For our next meetup, we have the nice folks at UCL hosting us. We'll have three shorter talks by UCL stats & ML researchers. See you there!
Title: Nodes from the Underground: Modelling Traffic Patterns and Shock Effects in the London Transportation Network
Speaker: Ricardo Silva (http://www.homepages.ucl.ac.uk/~ucgtrbd/), Statistical Science, UCL
Transportation networks play a major role in the economy and social structure of large cities. In such complex systems, local unplanned disruptions happen due to a variety of unforeseen events such as power and mechanical failures. The effect of disruptions on passenger behaviour is of fundamental interest. For the passenger's point of view, this translates into delays, station closures or line closures. In particular, it is important to predict changes on how passengers leave the system at different locations within the affected regions. This is a first and essential step at assessing which components of the system are prone to overcrowding, and how they are jointly affected. For instance, dynamic changes to the bus system might potentially be implemented to compensate for increases of passenger evasion along several points in a route.
In this talk, we discuss how we can model disruptions in the London fast train network, namely the system comprised of the Underground, Overground and DLR. We measure effects by passengers' exit rates, modelling them via a combination of parametric and nonparametric models. Crucially, due to the relative sparseness of disruption events, we show how to leverage the data obtained under the "natural regime" of the system, where no disruptions take place, as as features that are predictive of the anomalous behaviour. We show the effectiveness of our findings on data collected from smart card users of the London Tube during 70 days spread across 2011 and 2012. The relationship is remarkably robust across different shocks, and easily expressible as a linear model. Our framework is however very general, and provides a recipe for similar analyses in any large urban transport network.
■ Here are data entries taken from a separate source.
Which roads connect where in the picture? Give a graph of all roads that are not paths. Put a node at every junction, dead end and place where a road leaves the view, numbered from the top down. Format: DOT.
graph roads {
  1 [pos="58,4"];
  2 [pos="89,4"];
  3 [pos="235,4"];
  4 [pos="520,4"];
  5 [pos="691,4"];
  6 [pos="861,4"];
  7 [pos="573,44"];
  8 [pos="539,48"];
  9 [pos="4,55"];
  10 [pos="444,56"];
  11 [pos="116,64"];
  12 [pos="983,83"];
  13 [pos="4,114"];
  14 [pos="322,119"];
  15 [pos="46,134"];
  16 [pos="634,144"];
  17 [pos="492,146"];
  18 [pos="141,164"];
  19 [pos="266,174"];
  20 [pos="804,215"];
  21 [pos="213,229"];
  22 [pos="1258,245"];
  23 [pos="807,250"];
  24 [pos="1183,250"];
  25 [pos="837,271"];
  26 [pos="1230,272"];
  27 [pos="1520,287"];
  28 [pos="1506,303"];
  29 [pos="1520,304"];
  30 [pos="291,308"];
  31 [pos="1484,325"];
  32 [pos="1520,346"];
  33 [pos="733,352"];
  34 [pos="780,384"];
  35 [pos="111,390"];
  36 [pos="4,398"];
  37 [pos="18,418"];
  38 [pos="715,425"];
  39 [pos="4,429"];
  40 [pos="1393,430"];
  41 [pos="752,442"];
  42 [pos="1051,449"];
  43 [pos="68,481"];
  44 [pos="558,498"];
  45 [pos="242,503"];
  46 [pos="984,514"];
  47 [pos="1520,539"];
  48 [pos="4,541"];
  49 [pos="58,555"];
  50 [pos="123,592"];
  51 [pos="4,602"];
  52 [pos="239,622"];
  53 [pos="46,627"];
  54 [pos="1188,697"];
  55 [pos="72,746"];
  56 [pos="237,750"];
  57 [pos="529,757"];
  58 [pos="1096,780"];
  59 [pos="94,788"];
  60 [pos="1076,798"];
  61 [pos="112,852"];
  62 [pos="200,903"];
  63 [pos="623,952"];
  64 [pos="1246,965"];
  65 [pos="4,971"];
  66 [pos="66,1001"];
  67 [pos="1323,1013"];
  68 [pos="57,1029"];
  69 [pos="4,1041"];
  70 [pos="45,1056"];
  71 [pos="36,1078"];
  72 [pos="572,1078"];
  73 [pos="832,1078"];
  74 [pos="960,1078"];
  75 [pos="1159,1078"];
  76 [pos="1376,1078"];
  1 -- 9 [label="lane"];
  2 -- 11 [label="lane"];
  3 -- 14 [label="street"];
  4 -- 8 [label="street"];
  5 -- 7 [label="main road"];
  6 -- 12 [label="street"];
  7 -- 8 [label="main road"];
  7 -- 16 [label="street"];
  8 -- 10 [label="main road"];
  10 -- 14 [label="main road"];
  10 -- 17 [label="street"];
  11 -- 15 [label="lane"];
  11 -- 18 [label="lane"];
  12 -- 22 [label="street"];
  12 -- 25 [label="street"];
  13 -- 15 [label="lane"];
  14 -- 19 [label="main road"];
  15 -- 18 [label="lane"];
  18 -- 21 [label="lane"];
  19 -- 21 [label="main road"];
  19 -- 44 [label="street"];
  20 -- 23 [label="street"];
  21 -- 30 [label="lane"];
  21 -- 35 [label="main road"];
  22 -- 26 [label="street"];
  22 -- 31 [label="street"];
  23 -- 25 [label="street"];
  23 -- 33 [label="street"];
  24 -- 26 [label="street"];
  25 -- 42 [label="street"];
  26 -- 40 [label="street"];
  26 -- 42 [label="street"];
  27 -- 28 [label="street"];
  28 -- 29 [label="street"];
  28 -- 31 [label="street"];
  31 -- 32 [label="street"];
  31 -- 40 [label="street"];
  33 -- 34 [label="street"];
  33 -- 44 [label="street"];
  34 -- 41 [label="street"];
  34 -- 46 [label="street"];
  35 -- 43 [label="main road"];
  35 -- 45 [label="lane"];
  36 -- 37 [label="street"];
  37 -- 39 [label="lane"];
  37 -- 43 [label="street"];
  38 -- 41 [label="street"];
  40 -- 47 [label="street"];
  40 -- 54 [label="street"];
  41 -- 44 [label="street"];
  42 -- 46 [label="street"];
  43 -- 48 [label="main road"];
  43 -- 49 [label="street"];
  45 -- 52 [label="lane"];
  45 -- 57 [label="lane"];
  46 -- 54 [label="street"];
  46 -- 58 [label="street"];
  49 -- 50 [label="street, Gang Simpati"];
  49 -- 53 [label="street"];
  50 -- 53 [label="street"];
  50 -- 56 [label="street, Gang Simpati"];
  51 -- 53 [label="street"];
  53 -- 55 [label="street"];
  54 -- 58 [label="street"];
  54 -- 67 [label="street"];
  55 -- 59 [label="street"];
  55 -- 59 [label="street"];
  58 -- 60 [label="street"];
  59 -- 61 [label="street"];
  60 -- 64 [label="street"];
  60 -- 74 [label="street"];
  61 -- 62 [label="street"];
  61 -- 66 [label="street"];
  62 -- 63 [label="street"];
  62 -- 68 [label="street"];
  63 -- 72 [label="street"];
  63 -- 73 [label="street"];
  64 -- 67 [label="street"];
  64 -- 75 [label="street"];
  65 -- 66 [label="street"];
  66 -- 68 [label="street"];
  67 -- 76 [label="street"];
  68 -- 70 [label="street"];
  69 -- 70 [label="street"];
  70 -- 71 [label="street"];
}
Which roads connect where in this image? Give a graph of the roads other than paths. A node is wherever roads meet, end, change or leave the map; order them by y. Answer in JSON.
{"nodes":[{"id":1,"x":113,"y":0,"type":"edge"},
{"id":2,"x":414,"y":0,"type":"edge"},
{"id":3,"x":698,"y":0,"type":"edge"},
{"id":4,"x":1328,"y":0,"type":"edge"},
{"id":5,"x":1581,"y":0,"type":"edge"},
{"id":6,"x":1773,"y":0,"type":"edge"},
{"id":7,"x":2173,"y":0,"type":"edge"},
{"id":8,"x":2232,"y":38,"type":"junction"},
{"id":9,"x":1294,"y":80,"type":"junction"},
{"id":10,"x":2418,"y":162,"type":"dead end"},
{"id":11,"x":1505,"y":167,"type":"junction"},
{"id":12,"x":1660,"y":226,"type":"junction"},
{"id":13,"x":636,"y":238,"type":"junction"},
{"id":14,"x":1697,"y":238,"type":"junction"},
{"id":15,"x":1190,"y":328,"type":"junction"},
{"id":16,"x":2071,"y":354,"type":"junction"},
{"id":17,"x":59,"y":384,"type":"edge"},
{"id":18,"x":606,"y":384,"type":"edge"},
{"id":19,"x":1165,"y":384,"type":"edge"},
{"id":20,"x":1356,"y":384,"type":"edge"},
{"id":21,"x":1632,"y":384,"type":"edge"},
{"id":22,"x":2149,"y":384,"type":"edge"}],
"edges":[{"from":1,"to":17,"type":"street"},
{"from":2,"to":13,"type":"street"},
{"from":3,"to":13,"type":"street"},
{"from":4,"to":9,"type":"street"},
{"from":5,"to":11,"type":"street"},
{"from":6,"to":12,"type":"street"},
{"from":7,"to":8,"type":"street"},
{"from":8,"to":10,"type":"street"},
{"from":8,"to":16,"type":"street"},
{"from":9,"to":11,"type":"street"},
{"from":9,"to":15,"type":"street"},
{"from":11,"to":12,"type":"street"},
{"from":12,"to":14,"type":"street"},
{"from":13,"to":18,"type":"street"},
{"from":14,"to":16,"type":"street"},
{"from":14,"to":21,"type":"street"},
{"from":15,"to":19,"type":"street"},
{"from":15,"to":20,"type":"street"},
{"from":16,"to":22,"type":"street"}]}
Title: Efficient and Effective Learning to Rank
Speaker: Emine Yilmaz (http://research.microsoft.com/en-us/people/eminey/), Computer Science, UCL
Most current information retrieval systems are machine learning algorithms that are designed to optimize for evaluation metrics measuring user satisfaction, a process referred to as learning to rank. Two important problems are raised during the learning to rank process: (1) Which evaluation metric should be used as the objective in optimization?, and (2) How to reduce the large number of judgments needed to create the training data for learning to rank? In the first half of this talk, I will first focus on the effect of evaluation metrics used as objectives in learning to rank. I will first show that in contrast to the common belief, the target metric used in optimization is not necessarily the metric that evaluates user satisfaction. I will then describe an information theoretic framework that can be used to analyze the informativeness of evaluation metrics and show that more informative metrics should be used as objectives during learning to rank, independent of the measure that best captures user satisfaction. In the second half of the talk, I will focus on techniques that can be used to reduce the number of judgments needed for training and of retrieval systems. I will describe a method based on sampling and statistical inference that can be used to devise learning to rank algorithms that can be trained with significantly smaller training datasets.
Title: The Shogun Machine Learning Toolbox
Speaker: Heiko Strathmann (http://herrstrathmann.de/Shogun), Gatsby Unit, UCL
We present the Shogun Machine Learning Toolbox ( http://www.shogun-toolbox.org/ ), a unified framework for efficient machine learning (ML) with extensive bindings to play together with other software, computing languages, and operating systems. The library was initially made public in 2004 and remained under heavy development henceforth. Apart from the resulting mature core-framework, Shogun offers state-of-the-art features. Development is driven by a vibrant community and has seen a steady increase in momentum over the past years, fostered by 29 Google Summer of Code (GSoC) projects since 2011. We believe that providing a neutral and modular ground for ML algorithms, interfaces to most computing languages, OS, and file formats, and providing integration with other open-source projects (such as ipython-notebook or mloss.org), is what makes Shogun a valuable contribution to the open-source community - and beyond. In this talk, we give an introduction to the core functionality of Shogun. This includes illustrations of solving basic ML tasks and some of the more advanced features, such as last year's GSoC projects. Finally, we will outline the current development model of Shogun, some community aspects, and pointers to future directions.